> _MATERIAL SHOWN_:
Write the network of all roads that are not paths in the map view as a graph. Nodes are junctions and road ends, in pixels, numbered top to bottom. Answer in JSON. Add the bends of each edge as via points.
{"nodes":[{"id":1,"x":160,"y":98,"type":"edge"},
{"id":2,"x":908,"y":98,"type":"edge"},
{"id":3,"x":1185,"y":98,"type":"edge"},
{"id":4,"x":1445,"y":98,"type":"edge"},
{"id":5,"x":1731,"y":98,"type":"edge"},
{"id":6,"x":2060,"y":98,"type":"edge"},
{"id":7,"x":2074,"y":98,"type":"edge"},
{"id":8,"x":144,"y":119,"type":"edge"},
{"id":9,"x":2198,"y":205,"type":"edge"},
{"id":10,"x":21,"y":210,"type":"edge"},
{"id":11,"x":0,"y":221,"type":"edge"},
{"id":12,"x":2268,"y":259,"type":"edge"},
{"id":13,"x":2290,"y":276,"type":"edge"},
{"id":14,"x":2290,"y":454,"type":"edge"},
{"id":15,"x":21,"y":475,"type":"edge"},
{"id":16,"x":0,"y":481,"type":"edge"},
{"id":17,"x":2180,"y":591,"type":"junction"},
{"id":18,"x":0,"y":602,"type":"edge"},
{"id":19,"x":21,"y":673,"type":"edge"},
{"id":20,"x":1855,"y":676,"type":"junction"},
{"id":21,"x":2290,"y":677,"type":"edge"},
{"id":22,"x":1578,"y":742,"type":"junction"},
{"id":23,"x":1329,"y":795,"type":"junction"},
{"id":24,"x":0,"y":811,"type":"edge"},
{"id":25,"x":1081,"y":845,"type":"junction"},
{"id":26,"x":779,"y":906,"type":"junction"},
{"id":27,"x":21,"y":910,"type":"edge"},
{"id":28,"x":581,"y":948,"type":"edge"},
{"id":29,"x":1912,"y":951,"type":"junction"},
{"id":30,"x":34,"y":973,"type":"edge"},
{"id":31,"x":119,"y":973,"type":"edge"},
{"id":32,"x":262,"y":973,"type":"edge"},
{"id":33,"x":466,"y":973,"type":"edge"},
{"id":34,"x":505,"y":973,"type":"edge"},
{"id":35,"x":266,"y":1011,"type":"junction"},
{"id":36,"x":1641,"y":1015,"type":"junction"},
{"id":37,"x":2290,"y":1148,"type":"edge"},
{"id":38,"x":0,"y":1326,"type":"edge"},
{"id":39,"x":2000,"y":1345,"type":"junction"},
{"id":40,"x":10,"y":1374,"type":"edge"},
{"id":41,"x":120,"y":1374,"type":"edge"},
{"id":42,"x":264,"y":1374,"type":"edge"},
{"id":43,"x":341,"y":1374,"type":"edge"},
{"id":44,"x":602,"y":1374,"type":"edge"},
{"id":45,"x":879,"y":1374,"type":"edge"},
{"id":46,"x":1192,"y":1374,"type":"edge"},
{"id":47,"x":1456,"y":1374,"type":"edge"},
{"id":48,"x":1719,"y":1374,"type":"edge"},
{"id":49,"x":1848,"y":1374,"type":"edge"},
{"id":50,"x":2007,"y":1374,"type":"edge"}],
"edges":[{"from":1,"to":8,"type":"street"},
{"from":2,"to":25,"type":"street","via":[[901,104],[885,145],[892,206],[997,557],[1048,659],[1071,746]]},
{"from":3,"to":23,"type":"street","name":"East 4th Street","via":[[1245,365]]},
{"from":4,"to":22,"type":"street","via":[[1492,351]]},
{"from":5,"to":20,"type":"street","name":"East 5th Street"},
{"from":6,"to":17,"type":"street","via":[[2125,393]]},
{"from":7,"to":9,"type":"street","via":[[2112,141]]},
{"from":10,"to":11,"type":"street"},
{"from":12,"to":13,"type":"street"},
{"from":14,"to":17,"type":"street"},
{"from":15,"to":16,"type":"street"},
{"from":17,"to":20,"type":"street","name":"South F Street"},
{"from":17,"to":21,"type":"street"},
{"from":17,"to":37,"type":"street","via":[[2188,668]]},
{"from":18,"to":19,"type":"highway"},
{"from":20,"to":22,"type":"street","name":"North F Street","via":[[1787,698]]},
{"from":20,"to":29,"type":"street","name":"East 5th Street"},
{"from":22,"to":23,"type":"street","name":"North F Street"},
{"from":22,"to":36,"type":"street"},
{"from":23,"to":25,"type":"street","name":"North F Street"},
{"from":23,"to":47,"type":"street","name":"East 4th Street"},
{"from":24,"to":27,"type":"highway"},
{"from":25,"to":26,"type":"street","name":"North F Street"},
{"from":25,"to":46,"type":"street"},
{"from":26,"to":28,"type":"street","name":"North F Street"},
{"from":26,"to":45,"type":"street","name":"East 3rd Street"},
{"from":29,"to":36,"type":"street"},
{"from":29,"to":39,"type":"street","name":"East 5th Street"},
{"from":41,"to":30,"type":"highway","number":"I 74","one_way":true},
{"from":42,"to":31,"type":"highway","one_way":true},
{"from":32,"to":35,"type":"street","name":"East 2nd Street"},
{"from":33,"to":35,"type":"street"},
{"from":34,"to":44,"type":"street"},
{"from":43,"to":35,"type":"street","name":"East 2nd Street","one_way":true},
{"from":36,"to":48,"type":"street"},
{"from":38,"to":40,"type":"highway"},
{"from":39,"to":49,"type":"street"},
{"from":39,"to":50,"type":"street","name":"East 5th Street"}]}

> _EXERCISE OBJECTIVE_: Could you return every record above exactly as written?

> _RESPONSE_:
Write the network of all roads that are not paths in the map view as a graph. Nodes are junctions and road ends, in pixels, numbered top to bottom. Answer in JSON. Add the bends of each edge as via points.
{"nodes":[{"id":1,"x":160,"y":98,"type":"edge"},
{"id":2,"x":908,"y":98,"type":"edge"},
{"id":3,"x":1185,"y":98,"type":"edge"},
{"id":4,"x":1445,"y":98,"type":"edge"},
{"id":5,"x":1731,"y":98,"type":"edge"},
{"id":6,"x":2060,"y":98,"type":"edge"},
{"id":7,"x":2074,"y":98,"type":"edge"},
{"id":8,"x":144,"y":119,"type":"edge"},
{"id":9,"x":2198,"y":205,"type":"edge"},
{"id":10,"x":21,"y":210,"type":"edge"},
{"id":11,"x":0,"y":221,"type":"edge"},
{"id":12,"x":2268,"y":259,"type":"edge"},
{"id":13,"x":2290,"y":276,"type":"edge"},
{"id":14,"x":2290,"y":454,"type":"edge"},
{"id":15,"x":21,"y":475,"type":"edge"},
{"id":16,"x":0,"y":481,"type":"edge"},
{"id":17,"x":2180,"y":591,"type":"junction"},
{"id":18,"x":0,"y":602,"type":"edge"},
{"id":19,"x":21,"y":673,"type":"edge"},
{"id":20,"x":1855,"y":676,"type":"junction"},
{"id":21,"x":2290,"y":677,"type":"edge"},
{"id":22,"x":1578,"y":742,"type":"junction"},
{"id":23,"x":1329,"y":795,"type":"junction"},
{"id":24,"x":0,"y":811,"type":"edge"},
{"id":25,"x":1081,"y":845,"type":"junction"},
{"id":26,"x":779,"y":906,"type":"junction"},
{"id":27,"x":21,"y":910,"type":"edge"},
{"id":28,"x":581,"y":948,"type":"edge"},
{"id":29,"x":1912,"y":951,"type":"junction"},
{"id":30,"x":34,"y":973,"type":"edge"},
{"id":31,"x":119,"y":973,"type":"edge"},
{"id":32,"x":262,"y":973,"type":"edge"},
{"id":33,"x":466,"y":973,"type":"edge"},
{"id":34,"x":505,"y":973,"type":"edge"},
{"id":35,"x":266,"y":1011,"type":"junction"},
{"id":36,"x":1641,"y":1015,"type":"junction"},
{"id":37,"x":2290,"y":1148,"type":"edge"},
{"id":38,"x":0,"y":1326,"type":"edge"},
{"id":39,"x":2000,"y":1345,"type":"junction"},
{"id":40,"x":10,"y":1374,"type":"edge"},
{"id":41,"x":120,"y":1374,"type":"edge"},
{"id":42,"x":264,"y":1374,"type":"edge"},
{"id":43,"x":341,"y":1374,"type":"edge"},
{"id":44,"x":602,"y":1374,"type":"edge"},
{"id":45,"x":879,"y":1374,"type":"edge"},
{"id":46,"x":1192,"y":1374,"type":"edge"},
{"id":47,"x":1456,"y":1374,"type":"edge"},
{"id":48,"x":1719,"y":1374,"type":"edge"},
{"id":49,"x":1848,"y":1374,"type":"edge"},
{"id":50,"x":2007,"y":1374,"type":"edge"}],
"edges":[{"from":1,"to":8,"type":"street"},
{"from":2,"to":25,"type":"street","via":[[901,104],[885,145],[892,206],[997,557],[1048,659],[1071,746]]},
{"from":3,"to":23,"type":"street","name":"East 4th Street","via":[[1245,365]]},
{"from":4,"to":22,"type":"street","via":[[1492,351]]},
{"from":5,"to":20,"type":"street","name":"East 5th Street"},
{"from":6,"to":17,"type":"street","via":[[2125,393]]},
{"from":7,"to":9,"type":"street","via":[[2112,141]]},
{"from":10,"to":11,"type":"street"},
{"from":12,"to":13,"type":"street"},
{"from":14,"to":17,"type":"street"},
{"from":15,"to":16,"type":"street"},
{"from":17,"to":20,"type":"street","name":"South F Street"},
{"from":17,"to":21,"type":"street"},
{"from":17,"to":37,"type":"street","via":[[2188,668]]},
{"from":18,"to":19,"type":"highway"},
{"from":20,"to":22,"type":"street","name":"North F Street","via":[[1787,698]]},
{"from":20,"to":29,"type":"street","name":"East 5th Street"},
{"from":22,"to":23,"type":"street","name":"North F Street"},
{"from":22,"to":36,"type":"street"},
{"from":23,"to":25,"type":"street","name":"North F Street"},
{"from":23,"to":47,"type":"street","name":"East 4th Street"},
{"from":24,"to":27,"type":"highway"},
{"from":25,"to":26,"type":"street","name":"North F Street"},
{"from":25,"to":46,"type":"street"},
{"from":26,"to":28,"type":"street","name":"North F Street"},
{"from":26,"to":45,"type":"street","name":"East 3rd Street"},
{"from":29,"to":36,"type":"street"},
{"from":29,"to":39,"type":"street","name":"East 5th Street"},
{"from":41,"to":30,"type":"highway","number":"I 74","one_way":true},
{"from":42,"to":31,"type":"highway","one_way":true},
{"from":32,"to":35,"type":"street","name":"East 2nd Street"},
{"from":33,"to":35,"type":"street"},
{"from":34,"to":44,"type":"street"},
{"from":43,"to":35,"type":"street","name":"East 2nd Street","one_way":true},
{"from":36,"to":48,"type":"street"},
{"from":38,"to":40,"type":"highway"},
{"from":39,"to":49,"type":"street"},
{"from":39,"to":50,"type":"street","name":"East 5th Street"}]}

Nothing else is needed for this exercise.